PROVIDED RECORDS:

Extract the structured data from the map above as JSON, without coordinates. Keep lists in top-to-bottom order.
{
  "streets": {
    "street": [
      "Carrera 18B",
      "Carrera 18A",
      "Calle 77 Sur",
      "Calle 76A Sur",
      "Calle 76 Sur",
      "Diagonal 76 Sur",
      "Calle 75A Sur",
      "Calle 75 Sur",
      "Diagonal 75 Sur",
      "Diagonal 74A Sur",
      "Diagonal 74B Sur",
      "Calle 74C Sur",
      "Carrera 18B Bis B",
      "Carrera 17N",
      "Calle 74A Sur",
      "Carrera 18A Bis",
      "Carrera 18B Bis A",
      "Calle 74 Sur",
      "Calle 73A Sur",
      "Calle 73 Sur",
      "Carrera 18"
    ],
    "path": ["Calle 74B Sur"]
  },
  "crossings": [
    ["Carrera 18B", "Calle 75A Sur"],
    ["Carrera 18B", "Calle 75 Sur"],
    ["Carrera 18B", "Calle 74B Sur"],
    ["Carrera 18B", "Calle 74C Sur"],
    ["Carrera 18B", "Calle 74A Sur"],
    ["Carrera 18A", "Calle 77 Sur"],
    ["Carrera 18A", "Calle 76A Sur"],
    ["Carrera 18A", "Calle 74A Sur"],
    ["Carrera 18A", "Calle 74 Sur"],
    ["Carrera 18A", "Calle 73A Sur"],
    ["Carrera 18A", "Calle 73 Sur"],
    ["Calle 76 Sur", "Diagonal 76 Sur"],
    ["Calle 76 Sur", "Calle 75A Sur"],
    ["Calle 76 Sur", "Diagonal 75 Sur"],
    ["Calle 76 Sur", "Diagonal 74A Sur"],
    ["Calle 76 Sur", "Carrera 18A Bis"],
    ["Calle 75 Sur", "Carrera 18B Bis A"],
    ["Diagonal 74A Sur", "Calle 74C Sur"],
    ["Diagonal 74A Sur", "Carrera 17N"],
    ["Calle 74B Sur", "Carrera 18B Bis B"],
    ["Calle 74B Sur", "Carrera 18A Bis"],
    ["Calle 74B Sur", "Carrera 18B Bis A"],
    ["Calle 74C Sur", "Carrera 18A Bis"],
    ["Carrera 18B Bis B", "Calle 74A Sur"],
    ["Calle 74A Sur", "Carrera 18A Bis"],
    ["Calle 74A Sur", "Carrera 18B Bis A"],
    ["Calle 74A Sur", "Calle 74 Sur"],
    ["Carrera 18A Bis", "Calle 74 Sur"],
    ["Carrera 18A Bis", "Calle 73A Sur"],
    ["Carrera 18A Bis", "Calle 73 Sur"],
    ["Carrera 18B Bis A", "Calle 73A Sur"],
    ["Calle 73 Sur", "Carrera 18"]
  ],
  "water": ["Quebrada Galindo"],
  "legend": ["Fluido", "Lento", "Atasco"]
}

REQUIRED ACTION: Filter the entries above and keep only the lines with the word "Diagonal".

SOLUTION BELOW:
      "Diagonal 76 Sur",
      "Diagonal 75 Sur",
      "Diagonal 74A Sur",
      "Diagonal 74B Sur",
    ["Calle 76 Sur", "Diagonal 76 Sur"],
    ["Calle 76 Sur", "Diagonal 75 Sur"],
    ["Calle 76 Sur", "Diagonal 74A Sur"],
    ["Diagonal 74A Sur", "Calle 74C Sur"],
    ["Diagonal 74A Sur", "Carrera 17N"],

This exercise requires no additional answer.